> INSTRUCTIONS TO FOLLOW:
What follows is a set of records; copy all of it exactly.

> LISTED RECORDS:

========================================================================

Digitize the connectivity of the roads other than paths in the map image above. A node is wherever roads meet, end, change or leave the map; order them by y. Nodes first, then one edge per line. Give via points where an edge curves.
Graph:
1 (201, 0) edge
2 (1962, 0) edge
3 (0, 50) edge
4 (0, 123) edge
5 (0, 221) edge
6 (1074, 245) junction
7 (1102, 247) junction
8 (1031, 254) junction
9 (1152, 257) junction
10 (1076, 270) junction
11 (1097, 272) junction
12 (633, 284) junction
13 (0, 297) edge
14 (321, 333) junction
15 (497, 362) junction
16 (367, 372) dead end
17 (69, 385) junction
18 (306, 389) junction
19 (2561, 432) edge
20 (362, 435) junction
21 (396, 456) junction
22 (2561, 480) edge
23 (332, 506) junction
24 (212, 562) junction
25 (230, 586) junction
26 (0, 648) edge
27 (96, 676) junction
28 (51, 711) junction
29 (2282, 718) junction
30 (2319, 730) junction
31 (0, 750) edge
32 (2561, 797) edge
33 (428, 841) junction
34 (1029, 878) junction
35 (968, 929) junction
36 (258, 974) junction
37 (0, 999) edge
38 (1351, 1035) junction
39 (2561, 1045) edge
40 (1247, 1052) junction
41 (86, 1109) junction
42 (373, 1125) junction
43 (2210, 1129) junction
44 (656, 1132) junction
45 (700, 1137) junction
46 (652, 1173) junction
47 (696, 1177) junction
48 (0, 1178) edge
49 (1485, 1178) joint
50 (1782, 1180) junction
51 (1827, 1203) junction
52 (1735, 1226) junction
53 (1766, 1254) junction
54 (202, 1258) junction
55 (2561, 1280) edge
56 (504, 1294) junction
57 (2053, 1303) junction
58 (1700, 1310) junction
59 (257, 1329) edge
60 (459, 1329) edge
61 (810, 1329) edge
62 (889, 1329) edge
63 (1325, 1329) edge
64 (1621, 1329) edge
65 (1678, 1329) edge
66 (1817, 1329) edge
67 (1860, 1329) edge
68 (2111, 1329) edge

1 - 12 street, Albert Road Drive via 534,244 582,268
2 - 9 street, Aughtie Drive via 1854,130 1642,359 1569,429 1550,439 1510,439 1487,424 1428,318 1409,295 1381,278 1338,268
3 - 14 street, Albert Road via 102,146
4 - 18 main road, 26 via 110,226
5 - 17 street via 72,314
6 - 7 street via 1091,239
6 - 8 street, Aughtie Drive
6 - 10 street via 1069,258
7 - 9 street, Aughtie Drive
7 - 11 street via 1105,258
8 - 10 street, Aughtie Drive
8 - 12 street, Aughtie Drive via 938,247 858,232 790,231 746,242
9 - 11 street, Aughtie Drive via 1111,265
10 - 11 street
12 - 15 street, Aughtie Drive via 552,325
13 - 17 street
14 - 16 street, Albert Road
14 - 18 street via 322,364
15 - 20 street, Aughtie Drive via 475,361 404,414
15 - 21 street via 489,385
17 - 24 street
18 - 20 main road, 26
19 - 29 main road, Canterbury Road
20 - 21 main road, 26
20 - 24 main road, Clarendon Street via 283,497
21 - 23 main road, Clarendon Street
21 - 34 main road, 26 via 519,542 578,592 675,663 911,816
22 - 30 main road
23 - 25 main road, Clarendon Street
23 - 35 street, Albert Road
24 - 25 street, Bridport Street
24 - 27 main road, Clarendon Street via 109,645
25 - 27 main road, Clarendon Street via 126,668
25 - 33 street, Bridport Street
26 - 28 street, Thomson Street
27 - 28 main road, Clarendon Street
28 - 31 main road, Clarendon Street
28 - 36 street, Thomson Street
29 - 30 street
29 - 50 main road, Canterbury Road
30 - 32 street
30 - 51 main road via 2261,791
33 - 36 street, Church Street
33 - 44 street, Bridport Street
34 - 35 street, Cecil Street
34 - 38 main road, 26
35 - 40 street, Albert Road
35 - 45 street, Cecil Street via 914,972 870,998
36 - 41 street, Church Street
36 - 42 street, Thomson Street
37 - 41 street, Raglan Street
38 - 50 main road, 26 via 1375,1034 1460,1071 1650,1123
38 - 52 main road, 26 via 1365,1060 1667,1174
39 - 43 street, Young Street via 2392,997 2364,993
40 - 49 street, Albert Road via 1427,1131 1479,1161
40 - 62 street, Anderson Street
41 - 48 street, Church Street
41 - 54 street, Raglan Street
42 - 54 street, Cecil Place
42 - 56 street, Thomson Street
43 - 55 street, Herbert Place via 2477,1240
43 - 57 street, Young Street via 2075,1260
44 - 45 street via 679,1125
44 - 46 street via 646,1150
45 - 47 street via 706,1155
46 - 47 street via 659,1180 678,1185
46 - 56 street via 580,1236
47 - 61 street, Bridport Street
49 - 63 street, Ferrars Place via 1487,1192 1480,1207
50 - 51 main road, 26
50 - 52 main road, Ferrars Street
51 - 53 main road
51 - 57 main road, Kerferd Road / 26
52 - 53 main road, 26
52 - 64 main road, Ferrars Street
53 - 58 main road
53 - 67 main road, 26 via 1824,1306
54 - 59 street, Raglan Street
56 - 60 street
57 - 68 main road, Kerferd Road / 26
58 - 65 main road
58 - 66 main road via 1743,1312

========================================================================

> WORKED SOLUTION:
Digitize the connectivity of the roads other than paths in the map image above. A node is wherever roads meet, end, change or leave the map; order them by y. Nodes first, then one edge per line. Give via points where an edge curves.
Graph:
1 (201, 0) edge
2 (1962, 0) edge
3 (0, 50) edge
4 (0, 123) edge
5 (0, 221) edge
6 (1074, 245) junction
7 (1102, 247) junction
8 (1031, 254) junction
9 (1152, 257) junction
10 (1076, 270) junction
11 (1097, 272) junction
12 (633, 284) junction
13 (0, 297) edge
14 (321, 333) junction
15 (497, 362) junction
16 (367, 372) dead end
17 (69, 385) junction
18 (306, 389) junction
19 (2561, 432) edge
20 (362, 435) junction
21 (396, 456) junction
22 (2561, 480) edge
23 (332, 506) junction
24 (212, 562) junction
25 (230, 586) junction
26 (0, 648) edge
27 (96, 676) junction
28 (51, 711) junction
29 (2282, 718) junction
30 (2319, 730) junction
31 (0, 750) edge
32 (2561, 797) edge
33 (428, 841) junction
34 (1029, 878) junction
35 (968, 929) junction
36 (258, 974) junction
37 (0, 999) edge
38 (1351, 1035) junction
39 (2561, 1045) edge
40 (1247, 1052) junction
41 (86, 1109) junction
42 (373, 1125) junction
43 (2210, 1129) junction
44 (656, 1132) junction
45 (700, 1137) junction
46 (652, 1173) junction
47 (696, 1177) junction
48 (0, 1178) edge
49 (1485, 1178) joint
50 (1782, 1180) junction
51 (1827, 1203) junction
52 (1735, 1226) junction
53 (1766, 1254) junction
54 (202, 1258) junction
55 (2561, 1280) edge
56 (504, 1294) junction
57 (2053, 1303) junction
58 (1700, 1310) junction
59 (257, 1329) edge
60 (459, 1329) edge
61 (810, 1329) edge
62 (889, 1329) edge
63 (1325, 1329) edge
64 (1621, 1329) edge
65 (1678, 1329) edge
66 (1817, 1329) edge
67 (1860, 1329) edge
68 (2111, 1329) edge

1 - 12 street, Albert Road Drive via 534,244 582,268
2 - 9 street, Aughtie Drive via 1854,130 1642,359 1569,429 1550,439 1510,439 1487,424 1428,318 1409,295 1381,278 1338,268
3 - 14 street, Albert Road via 102,146
4 - 18 main road, 26 via 110,226
5 - 17 street via 72,314
6 - 7 street via 1091,239
6 - 8 street, Aughtie Drive
6 - 10 street via 1069,258
7 - 9 street, Aughtie Drive
7 - 11 street via 1105,258
8 - 10 street, Aughtie Drive
8 - 12 street, Aughtie Drive via 938,247 858,232 790,231 746,242
9 - 11 street, Aughtie Drive via 1111,265
10 - 11 street
12 - 15 street, Aughtie Drive via 552,325
13 - 17 street
14 - 16 street, Albert Road
14 - 18 street via 322,364
15 - 20 street, Aughtie Drive via 475,361 404,414
15 - 21 street via 489,385
17 - 24 street
18 - 20 main road, 26
19 - 29 main road, Canterbury Road
20 - 21 main road, 26
20 - 24 main road, Clarendon Street via 283,497
21 - 23 main road, Clarendon Street
21 - 34 main road, 26 via 519,542 578,592 675,663 911,816
22 - 30 main road
23 - 25 main road, Clarendon Street
23 - 35 street, Albert Road
24 - 25 street, Bridport Street
24 - 27 main road, Clarendon Street via 109,645
25 - 27 main road, Clarendon Street via 126,668
25 - 33 street, Bridport Street
26 - 28 street, Thomson Street
27 - 28 main road, Clarendon Street
28 - 31 main road, Clarendon Street
28 - 36 street, Thomson Street
29 - 30 street
29 - 50 main road, Canterbury Road
30 - 32 street
30 - 51 main road via 2261,791
33 - 36 street, Church Street
33 - 44 street, Bridport Street
34 - 35 street, Cecil Street
34 - 38 main road, 26
35 - 40 street, Albert Road
35 - 45 street, Cecil Street via 914,972 870,998
36 - 41 street, Church Street
36 - 42 street, Thomson Street
37 - 41 street, Raglan Street
38 - 50 main road, 26 via 1375,1034 1460,1071 1650,1123
38 - 52 main road, 26 via 1365,1060 1667,1174
39 - 43 street, Young Street via 2392,997 2364,993
40 - 49 street, Albert Road via 1427,1131 1479,1161
40 - 62 street, Anderson Street
41 - 48 street, Church Street
41 - 54 street, Raglan Street
42 - 54 street, Cecil Place
42 - 56 street, Thomson Street
43 - 55 street, Herbert Place via 2477,1240
43 - 57 street, Young Street via 2075,1260
44 - 45 street via 679,1125
44 - 46 street via 646,1150
45 - 47 street via 706,1155
46 - 47 street via 659,1180 678,1185
46 - 56 street via 580,1236
47 - 61 street, Bridport Street
49 - 63 street, Ferrars Place via 1487,1192 1480,1207
50 - 51 main road, 26
50 - 52 main road, Ferrars Street
51 - 53 main road
51 - 57 main road, Kerferd Road / 26
52 - 53 main road, 26
52 - 64 main road, Ferrars Street
53 - 58 main road
53 - 67 main road, 26 via 1824,1306
54 - 59 street, Raglan Street
56 - 60 street
57 - 68 main road, Kerferd Road / 26
58 - 65 main road
58 - 66 main road via 1743,1312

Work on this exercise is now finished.